First, a pale shoulder and an arm, both bare and exposed to the elements. Then the side of a slender torso clothed in a beaded dress that catches the light, a garish sparkle in this place of death.
And strands of silver hair falling across a face that snatches the breath from my chest.
Her eyes are closed, her head is tilted toward her left shoulder, and her cheeks are pale.
I’ve never seen anything as beautiful as this woman.
Or as terrible as the thick streak of dried blood that extends from her forehead down the left side of her face.
Her chest rises and falls as she quietly breathes into the frosty air.
She’s still alive.
Chapter 4
Ihave to get her out of the snow.
Dropping to my knees beside Skirra, I dig frantically into the ice that’s piled up around the woman’s body and is currently burying her to her hips.
If I don’t free her, she’ll continue freezing to death.
I can’t yet tell where her legs might be.

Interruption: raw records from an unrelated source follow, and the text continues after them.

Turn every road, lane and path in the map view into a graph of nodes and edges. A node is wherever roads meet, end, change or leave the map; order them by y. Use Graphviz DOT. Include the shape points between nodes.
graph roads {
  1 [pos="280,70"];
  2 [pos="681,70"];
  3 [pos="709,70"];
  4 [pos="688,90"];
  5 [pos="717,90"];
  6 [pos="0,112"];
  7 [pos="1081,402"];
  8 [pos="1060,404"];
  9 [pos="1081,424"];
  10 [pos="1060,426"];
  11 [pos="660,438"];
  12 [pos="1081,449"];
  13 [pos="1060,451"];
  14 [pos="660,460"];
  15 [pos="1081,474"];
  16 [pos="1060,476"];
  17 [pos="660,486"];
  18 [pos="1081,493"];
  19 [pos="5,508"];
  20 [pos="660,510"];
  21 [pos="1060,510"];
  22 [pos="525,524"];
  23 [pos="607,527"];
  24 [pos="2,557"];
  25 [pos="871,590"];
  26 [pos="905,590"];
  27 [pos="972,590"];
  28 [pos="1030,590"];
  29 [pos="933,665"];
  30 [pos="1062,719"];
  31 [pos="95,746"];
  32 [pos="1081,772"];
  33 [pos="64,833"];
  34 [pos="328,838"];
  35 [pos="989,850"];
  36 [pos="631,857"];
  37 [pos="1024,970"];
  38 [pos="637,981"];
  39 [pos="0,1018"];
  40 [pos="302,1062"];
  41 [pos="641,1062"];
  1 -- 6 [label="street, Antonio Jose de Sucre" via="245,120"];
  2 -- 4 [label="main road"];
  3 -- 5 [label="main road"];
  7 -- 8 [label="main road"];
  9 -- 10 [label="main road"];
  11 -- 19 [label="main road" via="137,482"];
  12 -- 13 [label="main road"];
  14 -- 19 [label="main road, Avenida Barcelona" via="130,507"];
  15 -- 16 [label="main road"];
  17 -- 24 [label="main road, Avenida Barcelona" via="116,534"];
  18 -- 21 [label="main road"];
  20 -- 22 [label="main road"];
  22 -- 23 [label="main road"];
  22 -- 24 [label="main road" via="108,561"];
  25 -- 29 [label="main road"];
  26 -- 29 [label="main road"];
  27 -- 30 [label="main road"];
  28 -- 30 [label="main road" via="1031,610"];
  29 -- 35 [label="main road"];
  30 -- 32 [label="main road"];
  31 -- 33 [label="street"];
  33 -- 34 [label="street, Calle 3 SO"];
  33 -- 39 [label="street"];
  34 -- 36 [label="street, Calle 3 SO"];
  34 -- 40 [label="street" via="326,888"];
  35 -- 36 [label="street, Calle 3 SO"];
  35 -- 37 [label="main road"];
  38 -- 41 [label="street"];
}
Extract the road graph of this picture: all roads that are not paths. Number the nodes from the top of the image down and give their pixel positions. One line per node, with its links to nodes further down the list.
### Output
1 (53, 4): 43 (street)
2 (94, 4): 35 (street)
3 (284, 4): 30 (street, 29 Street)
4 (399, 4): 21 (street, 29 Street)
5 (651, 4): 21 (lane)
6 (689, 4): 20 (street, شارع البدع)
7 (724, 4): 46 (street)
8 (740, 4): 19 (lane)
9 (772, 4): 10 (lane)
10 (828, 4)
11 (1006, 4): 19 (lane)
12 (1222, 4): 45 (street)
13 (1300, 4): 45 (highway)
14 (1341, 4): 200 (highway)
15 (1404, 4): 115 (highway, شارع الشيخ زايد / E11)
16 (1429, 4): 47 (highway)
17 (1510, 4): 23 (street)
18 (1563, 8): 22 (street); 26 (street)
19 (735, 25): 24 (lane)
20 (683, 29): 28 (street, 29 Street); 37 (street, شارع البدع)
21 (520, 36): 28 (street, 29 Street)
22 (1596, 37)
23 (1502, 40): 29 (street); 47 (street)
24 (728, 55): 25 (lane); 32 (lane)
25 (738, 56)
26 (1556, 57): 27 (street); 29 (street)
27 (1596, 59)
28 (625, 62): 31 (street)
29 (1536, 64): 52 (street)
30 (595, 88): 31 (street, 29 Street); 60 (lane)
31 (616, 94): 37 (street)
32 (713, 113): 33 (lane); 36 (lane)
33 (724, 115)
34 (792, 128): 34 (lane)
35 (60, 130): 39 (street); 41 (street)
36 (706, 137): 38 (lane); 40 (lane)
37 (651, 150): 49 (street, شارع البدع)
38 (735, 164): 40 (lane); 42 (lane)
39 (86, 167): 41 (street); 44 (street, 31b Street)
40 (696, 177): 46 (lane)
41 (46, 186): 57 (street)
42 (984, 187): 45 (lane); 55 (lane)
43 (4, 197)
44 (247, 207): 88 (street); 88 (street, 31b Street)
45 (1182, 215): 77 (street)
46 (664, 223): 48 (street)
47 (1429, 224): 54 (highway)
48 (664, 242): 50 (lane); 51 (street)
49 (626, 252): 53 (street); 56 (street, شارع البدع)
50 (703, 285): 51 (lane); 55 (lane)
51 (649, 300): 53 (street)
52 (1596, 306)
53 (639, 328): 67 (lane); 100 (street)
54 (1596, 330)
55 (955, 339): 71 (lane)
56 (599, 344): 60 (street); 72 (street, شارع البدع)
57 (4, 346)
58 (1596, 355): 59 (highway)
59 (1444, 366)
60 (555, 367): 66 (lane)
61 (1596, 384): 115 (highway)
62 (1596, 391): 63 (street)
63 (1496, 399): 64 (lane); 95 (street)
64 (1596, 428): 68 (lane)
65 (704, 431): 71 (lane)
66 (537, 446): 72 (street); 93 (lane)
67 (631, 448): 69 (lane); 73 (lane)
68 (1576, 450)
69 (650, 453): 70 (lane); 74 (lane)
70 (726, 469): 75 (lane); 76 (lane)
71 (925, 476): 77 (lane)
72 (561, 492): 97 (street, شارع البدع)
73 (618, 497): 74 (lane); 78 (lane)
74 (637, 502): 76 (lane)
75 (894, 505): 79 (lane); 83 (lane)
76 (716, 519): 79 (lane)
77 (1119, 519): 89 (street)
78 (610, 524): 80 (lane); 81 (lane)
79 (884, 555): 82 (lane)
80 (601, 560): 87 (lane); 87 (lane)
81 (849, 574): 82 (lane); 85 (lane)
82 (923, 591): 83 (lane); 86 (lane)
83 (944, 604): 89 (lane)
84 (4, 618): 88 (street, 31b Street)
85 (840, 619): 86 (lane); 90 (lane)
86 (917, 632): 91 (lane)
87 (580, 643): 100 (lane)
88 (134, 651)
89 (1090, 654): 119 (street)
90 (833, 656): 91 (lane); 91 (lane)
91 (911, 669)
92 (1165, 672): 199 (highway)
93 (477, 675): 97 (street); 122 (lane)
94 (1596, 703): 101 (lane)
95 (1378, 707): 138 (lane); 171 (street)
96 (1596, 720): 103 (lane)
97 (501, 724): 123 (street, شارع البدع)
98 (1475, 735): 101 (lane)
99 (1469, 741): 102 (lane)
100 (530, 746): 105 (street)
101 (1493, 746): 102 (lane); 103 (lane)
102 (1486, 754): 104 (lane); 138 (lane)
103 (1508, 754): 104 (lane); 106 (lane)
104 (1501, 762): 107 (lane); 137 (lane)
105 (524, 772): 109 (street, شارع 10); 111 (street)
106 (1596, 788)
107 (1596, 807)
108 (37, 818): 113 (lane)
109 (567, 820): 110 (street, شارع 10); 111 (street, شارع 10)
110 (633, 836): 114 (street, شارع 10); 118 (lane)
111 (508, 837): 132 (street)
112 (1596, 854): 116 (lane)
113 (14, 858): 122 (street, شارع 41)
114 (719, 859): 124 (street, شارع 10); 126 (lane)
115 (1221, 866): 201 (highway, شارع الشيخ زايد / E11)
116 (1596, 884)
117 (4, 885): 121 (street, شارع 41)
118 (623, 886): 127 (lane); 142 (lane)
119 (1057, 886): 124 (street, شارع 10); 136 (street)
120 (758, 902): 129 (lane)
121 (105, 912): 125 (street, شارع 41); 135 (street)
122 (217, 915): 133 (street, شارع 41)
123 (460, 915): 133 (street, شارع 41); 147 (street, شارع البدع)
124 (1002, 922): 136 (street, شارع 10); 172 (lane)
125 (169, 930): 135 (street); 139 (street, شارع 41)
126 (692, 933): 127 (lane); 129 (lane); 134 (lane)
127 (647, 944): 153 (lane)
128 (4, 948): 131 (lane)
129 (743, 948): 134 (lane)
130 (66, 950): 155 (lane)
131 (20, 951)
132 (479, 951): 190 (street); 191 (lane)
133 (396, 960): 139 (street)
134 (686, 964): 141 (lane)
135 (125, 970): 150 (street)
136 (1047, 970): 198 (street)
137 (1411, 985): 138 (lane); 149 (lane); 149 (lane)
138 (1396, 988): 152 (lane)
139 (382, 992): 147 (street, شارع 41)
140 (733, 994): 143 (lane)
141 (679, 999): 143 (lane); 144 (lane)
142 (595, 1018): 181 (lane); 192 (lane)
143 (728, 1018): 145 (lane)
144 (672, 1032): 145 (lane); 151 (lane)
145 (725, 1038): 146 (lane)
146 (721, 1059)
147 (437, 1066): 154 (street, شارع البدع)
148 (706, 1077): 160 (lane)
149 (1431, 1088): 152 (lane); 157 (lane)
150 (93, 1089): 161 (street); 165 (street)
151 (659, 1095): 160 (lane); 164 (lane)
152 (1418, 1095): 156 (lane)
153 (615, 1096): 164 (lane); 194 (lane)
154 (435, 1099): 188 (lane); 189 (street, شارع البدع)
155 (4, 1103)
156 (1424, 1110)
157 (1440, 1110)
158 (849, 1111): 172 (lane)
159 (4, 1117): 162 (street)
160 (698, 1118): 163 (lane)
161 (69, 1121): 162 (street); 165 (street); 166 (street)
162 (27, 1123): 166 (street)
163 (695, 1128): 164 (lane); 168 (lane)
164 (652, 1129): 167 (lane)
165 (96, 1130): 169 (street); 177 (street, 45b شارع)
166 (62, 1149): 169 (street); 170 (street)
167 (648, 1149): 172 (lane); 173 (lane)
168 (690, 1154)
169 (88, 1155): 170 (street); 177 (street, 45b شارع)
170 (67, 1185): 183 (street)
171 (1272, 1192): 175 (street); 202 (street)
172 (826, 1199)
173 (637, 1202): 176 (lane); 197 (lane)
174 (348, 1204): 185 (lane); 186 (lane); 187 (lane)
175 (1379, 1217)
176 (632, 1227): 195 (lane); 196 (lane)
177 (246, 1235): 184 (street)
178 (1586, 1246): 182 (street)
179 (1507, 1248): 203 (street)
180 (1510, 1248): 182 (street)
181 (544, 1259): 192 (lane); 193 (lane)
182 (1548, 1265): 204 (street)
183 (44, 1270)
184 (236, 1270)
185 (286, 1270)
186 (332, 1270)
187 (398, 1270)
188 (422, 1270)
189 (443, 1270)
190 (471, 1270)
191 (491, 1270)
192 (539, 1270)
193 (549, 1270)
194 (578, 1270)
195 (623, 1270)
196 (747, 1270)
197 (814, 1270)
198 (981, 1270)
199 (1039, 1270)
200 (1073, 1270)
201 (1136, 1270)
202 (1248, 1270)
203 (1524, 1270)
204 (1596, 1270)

They could be stretched out in front of her or folded beneath her. Either way, the freshness of the snow built up around her waist tells me she was dumped here recently, probably in the night.
Whoever brought her here left her to die.
They would have known she was still breathing, but they fucking left her to perish. She can’t be any older than I am.
The burning fury that I’ve been pushing away since I first saw the bodies in this pit rises again. The heat of anger comes, once again, from my heart and the well of light that exists within it.
But always, I hear Father’s warning in my mind: Your deep light is finite. Once burned, it’s gone.
So again, I push it down.
The outline of the top of the woman’s legs becomes visible and it’s finally apparent that they’re folded beneath her.
But I also now realize that, while her right hand rests across her stomach, her left hand is fully submerged in snow.
Fingers and toes are the most vulnerable to the cold and the first to succumb to flesh death.
Her left hand could be black with it already.
If it is, the only way to stop the rot from entering her blood would be to cut off the affected limb.
Her feet are in danger too, but possibly less so because there’s a chance some of her body heat has filtered down to them.
The impulse to take hold of her torso and wrench her out of the snow is strong, but if I don’t free her hand first, the upward pressure could snap her frozen fingers right off.